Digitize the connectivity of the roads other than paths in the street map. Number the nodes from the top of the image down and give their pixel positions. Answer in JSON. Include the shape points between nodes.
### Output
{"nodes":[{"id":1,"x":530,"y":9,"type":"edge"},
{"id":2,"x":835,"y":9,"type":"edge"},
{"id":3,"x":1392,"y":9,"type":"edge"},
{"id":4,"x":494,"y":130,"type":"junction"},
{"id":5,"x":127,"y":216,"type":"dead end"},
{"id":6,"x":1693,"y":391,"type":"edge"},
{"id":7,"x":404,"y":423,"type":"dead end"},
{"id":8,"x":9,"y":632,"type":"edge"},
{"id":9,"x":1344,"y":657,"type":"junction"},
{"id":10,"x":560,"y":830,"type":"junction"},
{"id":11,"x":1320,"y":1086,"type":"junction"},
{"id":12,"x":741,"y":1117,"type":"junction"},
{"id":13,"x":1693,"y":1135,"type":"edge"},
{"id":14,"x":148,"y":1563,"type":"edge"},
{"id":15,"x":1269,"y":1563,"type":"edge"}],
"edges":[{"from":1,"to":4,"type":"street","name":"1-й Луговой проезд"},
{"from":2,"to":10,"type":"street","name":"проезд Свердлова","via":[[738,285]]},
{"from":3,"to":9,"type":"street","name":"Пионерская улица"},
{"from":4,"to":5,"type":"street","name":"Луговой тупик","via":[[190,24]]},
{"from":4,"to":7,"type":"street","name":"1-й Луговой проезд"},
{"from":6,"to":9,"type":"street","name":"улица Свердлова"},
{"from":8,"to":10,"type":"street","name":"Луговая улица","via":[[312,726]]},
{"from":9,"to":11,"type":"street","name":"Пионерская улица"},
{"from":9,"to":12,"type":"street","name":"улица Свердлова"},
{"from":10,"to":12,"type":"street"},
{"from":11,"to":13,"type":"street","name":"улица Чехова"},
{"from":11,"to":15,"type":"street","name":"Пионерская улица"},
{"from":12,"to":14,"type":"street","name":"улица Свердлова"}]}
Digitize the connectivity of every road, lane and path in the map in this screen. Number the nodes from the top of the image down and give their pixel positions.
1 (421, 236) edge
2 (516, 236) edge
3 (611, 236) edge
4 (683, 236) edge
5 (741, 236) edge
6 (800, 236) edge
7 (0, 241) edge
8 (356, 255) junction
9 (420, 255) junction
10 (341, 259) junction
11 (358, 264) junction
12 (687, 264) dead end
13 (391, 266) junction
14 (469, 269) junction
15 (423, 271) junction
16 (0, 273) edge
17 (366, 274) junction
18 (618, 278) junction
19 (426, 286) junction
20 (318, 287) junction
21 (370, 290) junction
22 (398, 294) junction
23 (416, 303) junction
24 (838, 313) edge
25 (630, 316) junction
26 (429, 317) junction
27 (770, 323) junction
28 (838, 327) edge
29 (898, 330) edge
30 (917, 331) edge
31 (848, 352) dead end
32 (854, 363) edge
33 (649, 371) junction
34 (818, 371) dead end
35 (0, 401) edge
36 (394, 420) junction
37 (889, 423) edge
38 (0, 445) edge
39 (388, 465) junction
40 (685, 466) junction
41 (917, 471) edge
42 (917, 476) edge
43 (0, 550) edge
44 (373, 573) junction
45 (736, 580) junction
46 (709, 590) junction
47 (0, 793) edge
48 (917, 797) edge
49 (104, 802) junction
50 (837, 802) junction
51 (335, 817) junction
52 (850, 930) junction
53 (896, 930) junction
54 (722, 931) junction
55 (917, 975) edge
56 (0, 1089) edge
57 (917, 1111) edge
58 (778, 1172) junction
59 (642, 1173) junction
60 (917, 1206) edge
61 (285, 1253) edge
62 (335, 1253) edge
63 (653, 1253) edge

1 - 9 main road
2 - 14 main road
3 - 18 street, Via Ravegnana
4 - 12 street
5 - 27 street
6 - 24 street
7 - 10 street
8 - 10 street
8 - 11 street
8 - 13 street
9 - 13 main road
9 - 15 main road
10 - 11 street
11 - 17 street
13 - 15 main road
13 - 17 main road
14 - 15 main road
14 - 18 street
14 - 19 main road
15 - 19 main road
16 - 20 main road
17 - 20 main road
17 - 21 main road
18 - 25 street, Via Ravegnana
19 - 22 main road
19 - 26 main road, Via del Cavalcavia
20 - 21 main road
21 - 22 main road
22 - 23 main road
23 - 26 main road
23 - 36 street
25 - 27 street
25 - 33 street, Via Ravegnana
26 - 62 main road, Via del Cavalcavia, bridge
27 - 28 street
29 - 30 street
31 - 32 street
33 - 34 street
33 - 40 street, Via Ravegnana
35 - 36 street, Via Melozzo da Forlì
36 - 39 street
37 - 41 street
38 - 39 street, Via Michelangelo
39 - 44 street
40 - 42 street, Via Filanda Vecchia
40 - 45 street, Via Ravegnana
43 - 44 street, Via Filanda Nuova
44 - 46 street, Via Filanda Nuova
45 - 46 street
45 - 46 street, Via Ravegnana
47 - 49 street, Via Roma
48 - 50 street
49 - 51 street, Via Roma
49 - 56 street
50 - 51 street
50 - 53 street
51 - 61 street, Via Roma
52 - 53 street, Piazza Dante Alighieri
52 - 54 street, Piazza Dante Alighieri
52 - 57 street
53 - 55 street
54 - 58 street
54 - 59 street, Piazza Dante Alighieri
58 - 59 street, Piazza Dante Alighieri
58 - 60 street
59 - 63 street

◆ TASK TO CARRY OUT ◆
Write out every line of the preceding listing that contains "Луговой".

◆ FINISHED EXERCISE ◆
"edges":[{"from":1,"to":4,"type":"street","name":"1-й Луговой проезд"},
{"from":4,"to":5,"type":"street","name":"Луговой тупик","via":[[190,24]]},
{"from":4,"to":7,"type":"street","name":"1-й Луговой проезд"},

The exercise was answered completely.